I have worked as a freelance author, artist and performer for my entire adult life. I support honest freelancers that share the same work ethic and morality. I believe in set project prices. I do not believe in gouging people with an invented hourly rate that suddenly appears when the bill arrives.

I do not appreciate or condone what I call the “Freeloading
Freelancer” who lives to bleed every last drip of blood from your
stones.
I’m sure you’ve met their kind — they promise you one thing and bill you for another.
You never really agree on a set price or an hourly rate — yet they charge you into the stars their topmost hourly rate and don’t blink, or even choke, as they try to get you to swallow their fallow spittle flowing from their bill. They might even do good work, but the bitter aftertaste left in your mouth after taking in their bill forever remains attached to your tongue.
You know you’ve met a “Freeloading Freelancer” when you question their “bill” and in exchange you get an hourlong email explaining, to the nth degree, how lucky you are to have them and a laundry list all the extra things they DID NOT charge you for even though they could have.
That sort of email in defense of freeloading is unseemly and, frankly, rage-inspiring.
As their bill sinks into your flesh and settles in your marrow, you begin to realize they have left you bloodless and disbelieving as you begin to understand their scam: Despite their claims to the contrary, every little bit is billed. Work is not done entirely, or even properly and, if future-promised, is ultimately left undone.
So what do you do as a honest freelancer having to deal with a Freeloading Freelancer when you’re expecting to pay half as much as demanded in a fantastical, demented, bill?
You can argue it — but why bother — these Freeloaders live on the bitterness of a billing fight so they can tie you up in even more knots for their sadistic wonderment. They also can threaten you with a timebomb on that will “explode” and delete your work if you don’t pay on time, or they’ll claim to release “by honest mistake” your proprietary content to others who will exploit your work for their profit or they won’t readily provide you the passwords they created to protect your content.
The Freeloading Freelancer lives in the threat and dies on the dime.

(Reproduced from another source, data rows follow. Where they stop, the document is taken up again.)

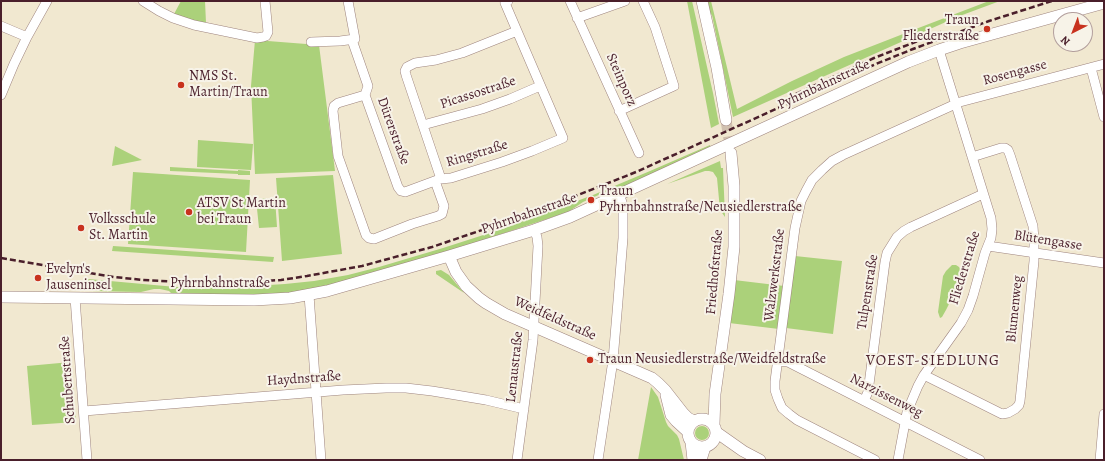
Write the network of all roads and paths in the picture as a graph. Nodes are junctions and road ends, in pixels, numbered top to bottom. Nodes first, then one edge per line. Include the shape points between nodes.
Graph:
1 (48, 1) edge
2 (143, 1) edge
3 (265, 1) edge
4 (348, 1) edge
5 (570, 1) edge
6 (625, 1) edge
7 (643, 1) edge
8 (702, 1) edge
9 (506, 2) edge
10 (1104, 3) edge
11 (577, 18) junction
12 (1, 26) edge
13 (517, 30) junction
14 (26, 37) junction
15 (352, 40) junction
16 (312, 42) dead end
17 (939, 50) junction
18 (1104, 64) edge
19 (1090, 68) junction
20 (540, 86) junction
21 (1, 95) edge
22 (365, 95) junction
23 (956, 104) junction
24 (619, 111) junction
25 (1104, 116) edge
26 (726, 120) tunnel mouth
27 (423, 125) junction
28 (731, 153) tunnel mouth
29 (639, 154) dead end
30 (972, 157) junction
31 (438, 180) junction
32 (984, 194) junction
33 (619, 195) junction
34 (534, 230) junction
35 (988, 246) junction
36 (1034, 252) junction
37 (449, 256) junction
38 (1104, 263) edge
39 (309, 295) junction
40 (1, 297) edge
41 (75, 298) junction
42 (533, 326) junction
43 (613, 360) junction
44 (778, 361) junction
45 (924, 375) junction
46 (665, 390) junction
47 (316, 392) junction
48 (714, 394) junction
49 (864, 401) junction
50 (524, 409) junction
51 (84, 411) junction
52 (1104, 414) edge
53 (697, 420) junction
54 (906, 422) junction
55 (715, 428) junction
56 (690, 437) junction
57 (708, 445) junction
58 (743, 451) junction
59 (88, 460) edge
60 (321, 460) edge
61 (517, 460) edge
62 (598, 460) edge
63 (693, 460) edge
64 (701, 460) edge
65 (760, 460) edge
66 (875, 460) edge
67 (898, 460) edge
68 (980, 460) edge
69 (1100, 460) edge

1 - 14 street
2 - 3 street via 159,11 194,25 257,38 266,36 268,32
4 - 15 street, Dürerstraße via 356,39
5 - 11 street, Steinporz
6 - 11 street
7 - 24 street via 655,27 674,86
8 - 26 street
9 - 13 street, Ringstraße
10 - 17 street, Pyhrnbahnstraße
11 - 24 street, Steinporz
12 - 14 street
13 - 20 street, Ringstraße
13 - 27 street, Ringstraße via 462,53 407,66 406,75
14 - 21 street
15 - 16 street
15 - 22 street, Dürerstraße via 368,86
17 - 23 street, Fliederstraße
17 - 33 street, Pyhrnbahnstraße
18 - 19 street, Rosengasse
19 - 23 street, Rosengasse
19 - 25 street
20 - 27 street, Picassostraße via 482,109
20 - 31 street, Ringstraße via 562,138 502,162
22 - 31 street, Dürerstraße via 401,191 405,192
22 - 31 street via 338,103 333,111 338,156 366,235 374,239 442,214 444,206
23 - 30 street, Fliederstraße
23 - 44 street, Walzwerkstraße via 843,155 832,161 812,180 801,201 797,216
24 - 29 street, Steinporz
27 - 31 street, Ringstraße
28 - 48 street, Friedhofstraße via 734,247
30 - 32 street, Fliederstraße
30 - 36 street, Blumenweg via 1001,148 1008,150 1033,226
32 - 35 street, Fliederstraße via 992,229
32 - 49 street, Tulpenstraße via 911,227 892,245 885,262 868,392
33 - 34 street, Pyhrnbahnstraße
33 - 43 street via 624,210 623,238
34 - 37 street, Pyhrnbahnstraße
34 - 42 street, Lenaustraße via 538,246
35 - 36 street, Blütengasse
35 - 45 street, Fliederstraße via 968,310
36 - 38 street, Blütengasse
36 - 45 street, Blumenweg via 1020,401 1015,410 1002,414 996,412
37 - 39 street, Pyhrnbahnstraße
37 - 42 street, Weidfeldstraße via 460,278 479,298 492,307
39 - 41 street, Pyhrnbahnstraße via 234,301
39 - 47 street
40 - 41 street, Pyhrnbahnstraße
41 - 51 street, Schubertstraße
42 - 43 street, Weidfeldstraße
42 - 50 street, Lenaustraße
43 - 46 street, Weidfeldstraße via 652,378
43 - 62 street
44 - 49 street, Narzissenweg via 788,362
44 - 66 street, Walzwerkstraße via 775,390 782,408 797,420
45 - 54 street, Fliederstraße via 912,399
46 - 53 street, Weidfeldstraße via 688,418
46 - 56 street via 671,415
47 - 50 street, Haydnstraße via 406,388 456,394
47 - 51 street, Haydnstraße
47 - 60 street
48 - 53 street, Friedhofstraße
48 - 55 street, Friedhofstraße
49 - 54 street, Narzissenweg
50 - 61 street, Lenaustraße
51 - 59 street, Schubertstraße
52 - 69 street
53 - 55 street via 710,421
53 - 56 street via 691,424
54 - 67 street, Fliederstraße
54 - 68 street, Narzissenweg
55 - 57 street via 716,436
55 - 58 street
56 - 57 street via 695,445
56 - 63 street
57 - 58 street
57 - 64 street
58 - 65 street

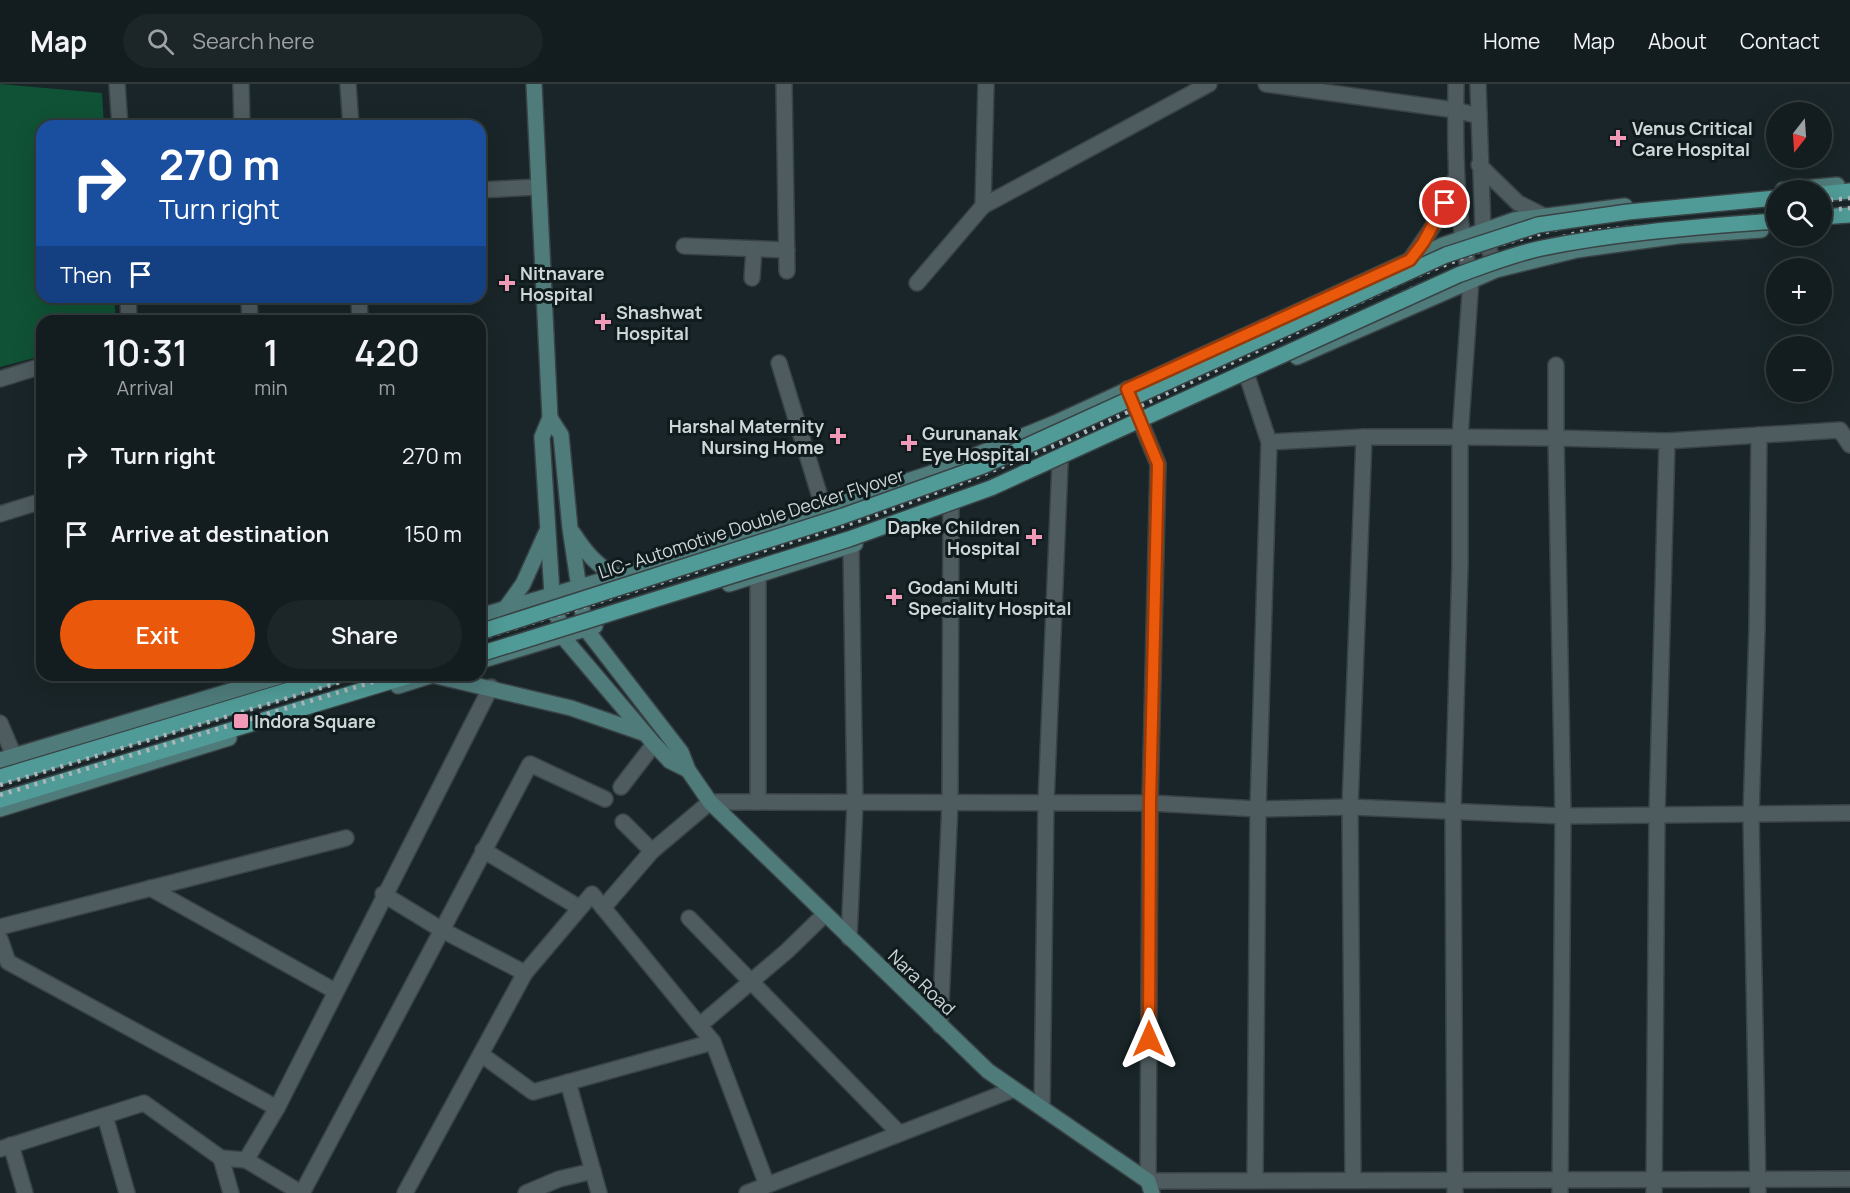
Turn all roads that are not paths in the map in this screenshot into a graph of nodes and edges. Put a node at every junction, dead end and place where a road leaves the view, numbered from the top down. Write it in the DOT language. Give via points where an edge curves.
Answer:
graph roads {
  1 [pos="117,84"];
  2 [pos="241,84"];
  3 [pos="348,84"];
  4 [pos="534,84"];
  5 [pos="784,84"];
  6 [pos="986,84"];
  7 [pos="1209,84"];
  8 [pos="1266,84"];
  9 [pos="1456,84"];
  10 [pos="1478,84"];
  11 [pos="1455,110"];
  12 [pos="1479,116"];
  13 [pos="120,120"];
  14 [pos="242,120"];
  15 [pos="351,120"];
  16 [pos="1479,165"];
  17 [pos="1456,175"];
  18 [pos="1850,184"];
  19 [pos="1832,186"];
  20 [pos="538,187"];
  21 [pos="486,190"];
  22 [pos="1850,191"];
  23 [pos="1766,192"];
  24 [pos="1832,193"];
  25 [pos="1766,199"];
  26 [pos="983,206"];
  27 [pos="1542,215"];
  28 [pos="1850,215"];
  29 [pos="1832,216"];
  30 [pos="1766,222"];
  31 [pos="1850,222"];
  32 [pos="1832,223"];
  33 [pos="1766,229"];
  34 [pos="1483,231"];
  35 [pos="1462,238"];
  36 [pos="684,246"];
  37 [pos="754,249"];
  38 [pos="787,250"];
  39 [pos="1410,260"];
  40 [pos="1496,270"];
  41 [pos="787,271"];
  42 [pos="752,278"];
  43 [pos="1471,279"];
  44 [pos="918,283"];
  45 [pos="779,363"];
  46 [pos="1556,365"];
  47 [pos="36,368"];
  48 [pos="0,379"];
  49 [pos="1248,379"];
  50 [pos="1127,389"];
  51 [pos="550,418"];
  52 [pos="1143,426"];
  53 [pos="1759,435"];
  54 [pos="1364,437"];
  55 [pos="1460,437"];
  56 [pos="1556,438"];
  57 [pos="1667,441"];
  58 [pos="1269,442"];
  59 [pos="1850,445"];
  60 [pos="1060,463"];
  61 [pos="36,503"];
  62 [pos="951,508"];
  63 [pos="824,510"];
  64 [pos="0,514"];
  65 [pos="570,528"];
  66 [pos="548,530"];
  67 [pos="851,546"];
  68 [pos="758,575"];
  69 [pos="616,576"];
  70 [pos="578,588"];
  71 [pos="552,594"];
  72 [pos="504,609"];
  73 [pos="486,614"];
  74 [pos="585,628"];
  75 [pos="486,630"];
  76 [pos="563,637"];
  77 [pos="486,652"];
  78 [pos="486,659"];
  79 [pos="264,681"];
  80 [pos="319,681"];
  81 [pos="392,681"];
  82 [pos="414,681"];
  83 [pos="462,681"];
  84 [pos="491,687"];
  85 [pos="0,723"];
  86 [pos="649,738"];
  87 [pos="7,758"];
  88 [pos="688,770"];
  89 [pos="0,777"];
  90 [pos="621,787"];
  91 [pos="605,799"];
  92 [pos="0,800"];
  93 [pos="710,802"];
  94 [pos="758,802"];
  95 [pos="855,803"];
  96 [pos="950,803"];
  97 [pos="1046,803"];
  98 [pos="1150,803"];
  99 [pos="1350,807"];
  100 [pos="0,809"];
  101 [pos="1258,809"];
  102 [pos="1453,811"];
  103 [pos="1850,813"];
  104 [pos="1657,814"];
  105 [pos="1751,815"];
  106 [pos="1563,816"];
  107 [pos="623,822"];
  108 [pos="346,838"];
  109 [pos="483,850"];
  110 [pos="652,851"];
  111 [pos="150,888"];
  112 [pos="383,894"];
  113 [pos="603,908"];
  114 [pos="580,909"];
  115 [pos="824,915"];
  116 [pos="688,918"];
  117 [pos="0,927"];
  118 [pos="442,930"];
  119 [pos="849,938"];
  120 [pos="0,939"];
  121 [pos="525,973"];
  122 [pos="750,981"];
  123 [pos="335,991"];
  124 [pos="700,1025"];
  125 [pos="940,1026"];
  126 [pos="714,1042"];
  127 [pos="482,1055"];
  128 [pos="568,1082"];
  129 [pos="1012,1090"];
  130 [pos="277,1108"];
  131 [pos="1042,1108"];
  132 [pos="105,1116"];
  133 [pos="898,1132"];
  134 [pos="5,1147"];
  135 [pos="221,1158"];
  136 [pos="246,1160"];
  137 [pos="593,1171"];
  138 [pos="1850,1179"];
  139 [pos="1264,1184"];
  140 [pos="1344,1184"];
  141 [pos="767,1185"];
  142 [pos="1560,1185"];
  143 [pos="1455,1186"];
  144 [pos="1654,1186"];
  145 [pos="1758,1186"];
  146 [pos="1150,1187"];
  147 [pos="25,1193"];
  148 [pos="126,1193"];
  149 [pos="231,1193"];
  150 [pos="302,1193"];
  151 [pos="405,1193"];
  152 [pos="526,1193"];
  153 [pos="599,1193"];
  154 [pos="747,1193"];
  1 -- 13 [label="street"];
  2 -- 14 [label="street"];
  3 -- 15 [label="street"];
  4 -- 20 [label="main road"];
  5 -- 38 [label="street"];
  6 -- 26 [label="street"];
  7 -- 26 [label="street"];
  8 -- 11 [label="street"];
  9 -- 11 [label="street"];
  10 -- 12 [label="street"];
  11 -- 12 [label="street"];
  11 -- 17 [label="street"];
  12 -- 16 [label="street"];
  16 -- 27 [label="street" via="1518,203"];
  16 -- 34 [label="street"];
  17 -- 35 [label="street"];
  17 -- 39 [label="street" via="1434,225"];
  18 -- 19 [label="main road"];
  20 -- 21 [label="street"];
  20 -- 51 [label="main road"];
  22 -- 24 [label="main road"];
  23 -- 27 [label="main road"];
  25 -- 75 [label="main road, LIC- Automotive Double Decker Flyover, bridge" via="1628,212 1515,231 1446,255 983,466 843,516"];
  26 -- 44 [label="street"];
  27 -- 34 [label="main road"];
  28 -- 29 [label="main road"];
  30 -- 77 [label="main road, bridge" via="1653,231 1541,248 1505,258 1458,275 990,488 849,539"];
  31 -- 32 [label="main road"];
  33 -- 40 [label="main road" via="1577,250"];
  34 -- 35 [label="main road"];
  34 -- 40 [label="street"];
  35 -- 39 [label="main road"];
  35 -- 43 [label="street"];
  36 -- 37 [label="street"];
  37 -- 38 [label="street"];
  37 -- 42 [label="street"];
  38 -- 41 [label="street"];
  39 -- 50 [label="main road"];
  40 -- 43 [label="main road"];
  43 -- 49 [label="main road"];
  43 -- 55 [label="street"];
  45 -- 63 [label="street"];
  46 -- 56 [label="street"];
  47 -- 48 [label="street"];
  49 -- 52 [label="main road"];
  49 -- 58 [label="street"];
  50 -- 52 [label="street"];
  50 -- 63 [label="main road" via="932,473"];
  51 -- 65 [label="main road" via="561,435"];
  51 -- 66 [label="main road" via="542,437"];
  52 -- 60 [label="main road"];
  52 -- 98 [label="street" via="1158,464"];
  53 -- 57 [label="street"];
  53 -- 59 [label="street" via="1840,430"];
  53 -- 105 [label="street"];
  54 -- 55 [label="street"];
  54 -- 58 [label="street"];
  54 -- 99 [label="street"];
  55 -- 56 [label="street"];
  55 -- 102 [label="street"];
  56 -- 57 [label="street"];
  56 -- 106 [label="street"];
  57 -- 104 [label="street"];
  58 -- 101 [label="street"];
  60 -- 62 [label="main road"];
  60 -- 97 [label="street"];
  61 -- 64 [label="street"];
  62 -- 67 [label="main road"];
  62 -- 96 [label="street"];
  63 -- 69 [label="main road"];
  65 -- 69 [label="main road" via="590,556"];
  65 -- 70 [label="main road"];
  66 -- 71 [label="main road"];
  66 -- 72 [label="main road" via="523,584"];
  67 -- 68 [label="main road"];
  67 -- 95 [label="street"];
  68 -- 74 [label="main road"];
  68 -- 94 [label="street"];
  69 -- 70 [label="main road"];
  70 -- 71 [label="main road"];
  70 -- 74 [label="main road"];
  71 -- 72 [label="main road"];
  71 -- 76 [label="main road"];
  72 -- 73 [label="main road"];
  74 -- 76 [label="main road"];
  74 -- 88 [label="main road" via="681,752"];
  76 -- 78 [label="main road"];
  76 -- 86 [label="main road"];
  79 -- 87 [label="main road"];
  80 -- 89 [label="main road"];
  81 -- 92 [label="main road"];
  82 -- 100 [label="main road"];
  83 -- 84 [label="main road"];
  84 -- 86 [label="main road" via="571,708"];
  84 -- 112 [label="street"];
  85 -- 87 [label="street"];
  86 -- 88 [label="main road" via="670,761"];
  86 -- 90 [label="street"];
  88 -- 93 [label="main road, Nara Road"];
  91 -- 109 [label="street" via="530,764"];
  93 -- 94 [label="street"];
  93 -- 110 [label="street"];
  93 -- 115 [label="main road, Nara Road"];
  94 -- 95 [label="street"];
  95 -- 96 [label="street"];
  95 -- 119 [label="street"];
  96 -- 97 [label="street"];
  96 -- 125 [label="street"];
  97 -- 98 [label="street"];
  97 -- 131 [label="street"];
  98 -- 101 [label="street"];
  98 -- 146 [label="street"];
  99 -- 101 [label="street"];
  99 -- 102 [label="street"];
  99 -- 140 [label="street"];
  101 -- 139 [label="street"];
  102 -- 106 [label="street"];
  102 -- 143 [label="street"];
  103 -- 105 [label="street"];
  104 -- 105 [label="street"];
  104 -- 106 [label="street"];
  104 -- 144 [label="street"];
  105 -- 145 [label="street"];
  106 -- 142 [label="street"];
  107 -- 110 [label="street"];
  108 -- 111 [label="street"];
  109 -- 114 [label="street"];
  109 -- 118 [label="street"];
  110 -- 113 [label="street"];
  111 -- 117 [label="street"];
  111 -- 123 [label="street"];
  112 -- 118 [label="street"];
  112 -- 123 [label="street"];
  113 -- 114 [label="street" via="592,894"];
  113 -- 124 [label="street"];
  114 -- 121 [label="street"];
  115 -- 119 [label="main road, Nara Road"];
  115 -- 122 [label="street"];
  116 -- 122 [label="street"];
  118 -- 121 [label="street"];
  118 -- 150 [label="street"];
  119 -- 125 [label="main road, Nara Road"];
  120 -- 130 [label="street" via="8,962"];
  121 -- 127 [label="street"];
  122 -- 124 [label="street"];
  122 -- 133 [label="street"];
  123 -- 130 [label="street"];
  124 -- 126 [label="street"];
  125 -- 129 [label="main road, Nara Road"];
  126 -- 128 [label="street"];
  126 -- 141 [label="street"];
  127 -- 128 [label="street" via="533,1092"];
  127 -- 151 [label="street"];
  128 -- 137 [label="street"];
  129 -- 131 [label="main road, Nara Road"];
  129 -- 133 [label="street"];
  130 -- 136 [label="street"];
  131 -- 146 [label="main road, Nara Road"];
  132 -- 134 [label="street"];
  132 -- 135 [label="street" via="144,1103"];
  132 -- 148 [label="street"];
  133 -- 141 [label="street"];
  134 -- 147 [label="street"];
  135 -- 136 [label="street"];
  135 -- 149 [label="street"];
  136 -- 150 [label="street"];
  137 -- 152 [label="street" via="559,1179"];
  137 -- 153 [label="street"];
  138 -- 145 [label="street"];
  139 -- 140 [label="street"];
  139 -- 146 [label="street"];
  140 -- 143 [label="street"];
  141 -- 154 [label="street"];
  142 -- 143 [label="street"];
  142 -- 144 [label="street"];
  144 -- 145 [label="street"];
}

So, you end up paying their hourly ransom — but you vow with the little blood you have left to never hire them again, never celebrate them in print again and to retroactively remove any previous, misguided, endorsements — and you promise yourself that others will never be falsely fed from the betraying hand of that Freeloading Freelancer!
Your moral revenge is earned against their future lost work and in the calm knowing their bloodthirst will go unquenched, as stones hereafter are no longer offered for their bloody milking.
sounds like someone took you for a ride. Is this the matter you mentioned the other day? I hate fast talkers. They think they can snow you with words.
I do feel as if someone tried to fling me upside down to see what fell out of my pockets, anne. I work with a lot of freelancers and I’ve never had an experience quite like that one. When you ask a question and you don’t get back a simple answer — that’s a big sign something is not quite what it hopes to be.
its good to send out a warning about getting caught. No contract? Thats so not like you.
Thanks, anne. I thought there was a contract for a flat fee. The other side wanted an hourly fee and then billed their want. There was obviously never a meeting of the minds as my associates and attorney have pointedly pointed out to me.